Art meets fashion, Canadian-style
Art and fashion have always seemed like strange kin -- both being obsessive hobbies of the rich and/or famous, for one, though art has ever been the poor cousin -- so it's a moderate no-brainer that one of Canada's top young designers might cross-fertilize his own aesthetic with that of a rising young Canadian artist. Enter Jeremy Laing, whose show in New York last weekend featured diaphynous shifts and naughty see-through dresses printed with the rough geometries of Niall McLelland.

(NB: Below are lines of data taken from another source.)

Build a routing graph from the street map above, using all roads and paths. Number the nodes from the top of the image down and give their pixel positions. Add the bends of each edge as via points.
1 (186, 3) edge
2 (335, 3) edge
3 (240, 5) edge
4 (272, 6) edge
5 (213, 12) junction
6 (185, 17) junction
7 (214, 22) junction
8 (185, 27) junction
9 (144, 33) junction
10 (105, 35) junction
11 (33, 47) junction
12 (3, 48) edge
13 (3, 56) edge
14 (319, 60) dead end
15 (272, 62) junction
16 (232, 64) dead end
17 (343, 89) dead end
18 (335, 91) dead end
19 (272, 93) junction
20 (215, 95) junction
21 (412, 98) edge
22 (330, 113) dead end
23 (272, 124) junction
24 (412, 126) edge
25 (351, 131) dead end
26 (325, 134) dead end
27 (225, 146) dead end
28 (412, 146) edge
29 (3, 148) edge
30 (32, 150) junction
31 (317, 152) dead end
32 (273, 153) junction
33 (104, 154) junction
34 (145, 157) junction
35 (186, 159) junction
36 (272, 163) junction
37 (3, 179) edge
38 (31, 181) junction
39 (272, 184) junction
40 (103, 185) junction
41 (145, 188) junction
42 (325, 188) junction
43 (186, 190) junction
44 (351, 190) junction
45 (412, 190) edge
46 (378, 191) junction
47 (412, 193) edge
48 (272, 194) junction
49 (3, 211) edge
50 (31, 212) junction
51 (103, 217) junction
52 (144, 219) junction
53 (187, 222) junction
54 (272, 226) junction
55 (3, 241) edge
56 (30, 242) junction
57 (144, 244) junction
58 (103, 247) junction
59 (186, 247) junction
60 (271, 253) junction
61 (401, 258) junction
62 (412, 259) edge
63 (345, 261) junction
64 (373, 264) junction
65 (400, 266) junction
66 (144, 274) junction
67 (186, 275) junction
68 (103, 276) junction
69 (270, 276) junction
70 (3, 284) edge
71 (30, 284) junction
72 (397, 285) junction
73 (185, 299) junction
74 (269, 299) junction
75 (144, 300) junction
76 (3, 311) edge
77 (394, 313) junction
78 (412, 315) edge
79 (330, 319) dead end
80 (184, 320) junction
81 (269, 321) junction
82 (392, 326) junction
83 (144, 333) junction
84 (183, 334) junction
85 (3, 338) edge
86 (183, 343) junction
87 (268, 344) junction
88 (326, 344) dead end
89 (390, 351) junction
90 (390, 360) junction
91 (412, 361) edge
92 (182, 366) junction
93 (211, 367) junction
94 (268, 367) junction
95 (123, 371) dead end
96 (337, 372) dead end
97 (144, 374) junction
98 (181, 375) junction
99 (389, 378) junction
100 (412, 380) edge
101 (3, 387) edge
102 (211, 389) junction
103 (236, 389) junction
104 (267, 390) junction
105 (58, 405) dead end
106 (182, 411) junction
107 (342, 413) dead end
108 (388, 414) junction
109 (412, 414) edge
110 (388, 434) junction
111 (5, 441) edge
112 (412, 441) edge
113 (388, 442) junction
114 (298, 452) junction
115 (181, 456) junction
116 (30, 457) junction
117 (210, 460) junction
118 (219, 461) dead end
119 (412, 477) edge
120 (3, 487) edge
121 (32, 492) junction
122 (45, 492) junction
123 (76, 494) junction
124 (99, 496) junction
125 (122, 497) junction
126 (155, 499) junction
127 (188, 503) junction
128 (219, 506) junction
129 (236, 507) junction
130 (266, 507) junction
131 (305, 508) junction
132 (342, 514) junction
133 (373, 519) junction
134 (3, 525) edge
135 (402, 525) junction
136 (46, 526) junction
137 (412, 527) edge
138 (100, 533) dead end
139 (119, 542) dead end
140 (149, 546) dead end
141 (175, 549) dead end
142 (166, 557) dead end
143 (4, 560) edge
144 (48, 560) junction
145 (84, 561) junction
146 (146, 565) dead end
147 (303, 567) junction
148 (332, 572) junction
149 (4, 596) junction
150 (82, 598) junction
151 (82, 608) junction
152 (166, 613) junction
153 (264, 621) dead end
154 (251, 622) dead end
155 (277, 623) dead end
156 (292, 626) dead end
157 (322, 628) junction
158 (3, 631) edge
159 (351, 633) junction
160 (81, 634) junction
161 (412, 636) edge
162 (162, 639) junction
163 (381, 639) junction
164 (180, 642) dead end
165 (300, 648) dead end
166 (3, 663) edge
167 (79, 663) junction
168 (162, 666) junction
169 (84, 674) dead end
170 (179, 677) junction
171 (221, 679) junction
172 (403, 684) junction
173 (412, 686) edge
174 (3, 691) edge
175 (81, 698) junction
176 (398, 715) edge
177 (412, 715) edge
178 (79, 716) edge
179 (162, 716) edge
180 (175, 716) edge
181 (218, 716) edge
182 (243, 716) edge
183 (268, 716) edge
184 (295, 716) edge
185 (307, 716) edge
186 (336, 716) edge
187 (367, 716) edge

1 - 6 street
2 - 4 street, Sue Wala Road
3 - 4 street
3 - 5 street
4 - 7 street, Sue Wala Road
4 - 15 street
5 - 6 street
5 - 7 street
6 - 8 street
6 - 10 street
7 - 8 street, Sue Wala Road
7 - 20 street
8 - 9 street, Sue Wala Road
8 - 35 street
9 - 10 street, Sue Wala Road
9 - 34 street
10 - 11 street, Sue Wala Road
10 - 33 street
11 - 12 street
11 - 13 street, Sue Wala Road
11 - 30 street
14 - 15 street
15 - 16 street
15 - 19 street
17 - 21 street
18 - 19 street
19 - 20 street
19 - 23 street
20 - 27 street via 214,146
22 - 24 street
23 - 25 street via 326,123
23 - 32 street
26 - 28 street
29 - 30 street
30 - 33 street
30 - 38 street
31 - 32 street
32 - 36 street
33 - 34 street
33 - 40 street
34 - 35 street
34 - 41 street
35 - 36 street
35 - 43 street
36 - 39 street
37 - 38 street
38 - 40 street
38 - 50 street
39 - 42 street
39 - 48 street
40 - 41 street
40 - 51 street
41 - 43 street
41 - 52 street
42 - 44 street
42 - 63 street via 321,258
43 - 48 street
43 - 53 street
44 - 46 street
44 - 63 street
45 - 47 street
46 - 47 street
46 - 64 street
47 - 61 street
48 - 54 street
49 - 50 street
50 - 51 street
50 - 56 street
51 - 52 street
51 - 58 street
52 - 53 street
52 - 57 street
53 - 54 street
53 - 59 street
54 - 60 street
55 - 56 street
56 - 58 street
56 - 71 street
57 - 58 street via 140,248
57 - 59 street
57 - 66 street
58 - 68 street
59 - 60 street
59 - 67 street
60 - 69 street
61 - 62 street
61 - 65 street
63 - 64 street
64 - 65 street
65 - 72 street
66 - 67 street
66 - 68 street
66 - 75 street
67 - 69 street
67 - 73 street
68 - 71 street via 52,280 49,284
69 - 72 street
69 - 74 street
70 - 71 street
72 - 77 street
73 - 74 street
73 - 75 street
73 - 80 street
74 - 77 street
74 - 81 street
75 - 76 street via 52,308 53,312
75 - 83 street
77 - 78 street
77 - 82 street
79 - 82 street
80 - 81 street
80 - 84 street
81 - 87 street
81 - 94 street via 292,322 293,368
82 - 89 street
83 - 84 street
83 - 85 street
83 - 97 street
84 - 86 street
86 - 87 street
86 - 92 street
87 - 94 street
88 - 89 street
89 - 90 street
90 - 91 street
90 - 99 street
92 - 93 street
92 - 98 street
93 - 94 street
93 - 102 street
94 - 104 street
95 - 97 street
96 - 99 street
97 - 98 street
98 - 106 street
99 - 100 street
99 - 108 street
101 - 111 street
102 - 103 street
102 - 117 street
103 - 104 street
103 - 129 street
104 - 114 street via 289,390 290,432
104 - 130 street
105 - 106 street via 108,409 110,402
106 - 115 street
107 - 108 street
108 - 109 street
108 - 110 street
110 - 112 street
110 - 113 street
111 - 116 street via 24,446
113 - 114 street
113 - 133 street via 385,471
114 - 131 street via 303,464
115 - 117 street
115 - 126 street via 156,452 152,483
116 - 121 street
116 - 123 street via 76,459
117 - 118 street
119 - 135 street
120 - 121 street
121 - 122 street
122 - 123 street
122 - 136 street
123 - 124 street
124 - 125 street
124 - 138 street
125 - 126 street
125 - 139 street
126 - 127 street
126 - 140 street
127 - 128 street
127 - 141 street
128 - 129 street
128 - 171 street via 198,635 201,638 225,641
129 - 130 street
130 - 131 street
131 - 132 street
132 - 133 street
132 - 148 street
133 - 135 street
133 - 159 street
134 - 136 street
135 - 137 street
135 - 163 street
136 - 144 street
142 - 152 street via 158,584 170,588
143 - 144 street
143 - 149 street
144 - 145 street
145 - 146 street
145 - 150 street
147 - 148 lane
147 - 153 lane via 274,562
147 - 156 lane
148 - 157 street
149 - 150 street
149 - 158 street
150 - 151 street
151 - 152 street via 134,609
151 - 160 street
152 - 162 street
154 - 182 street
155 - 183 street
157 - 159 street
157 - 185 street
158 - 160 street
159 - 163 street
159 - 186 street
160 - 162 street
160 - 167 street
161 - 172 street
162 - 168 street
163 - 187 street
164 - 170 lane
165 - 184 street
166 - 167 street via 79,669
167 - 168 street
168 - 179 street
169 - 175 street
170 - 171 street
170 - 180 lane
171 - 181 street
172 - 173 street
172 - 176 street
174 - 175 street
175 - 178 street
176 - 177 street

A little over a year ago, McLelland became that rarest of Canadian art phenomena, the overnight sensation, when his sharp, cleverly austere, process-based works touched a nerve in the market. His photocopy works -- large sheafs of paper rendered flat blackin the copier, then folded and carried in his pocket for a few weeks to create an lived-in pattern of creasing -- flew off the walls at the Clint Roenisch Gallery. Then, last fall, frantic bidding for a piece at a silent auction nearly devolved into a fist-fight.
And now? Laing's a budding fashion-world bona-fide, adored by an increasing number of a moneyed, exclusive set. If they hadn't heard of Niall McLelland before, they have now. Which means getting your hands on one of his pieces just got that much harder. Curse you, Laing! And congrats.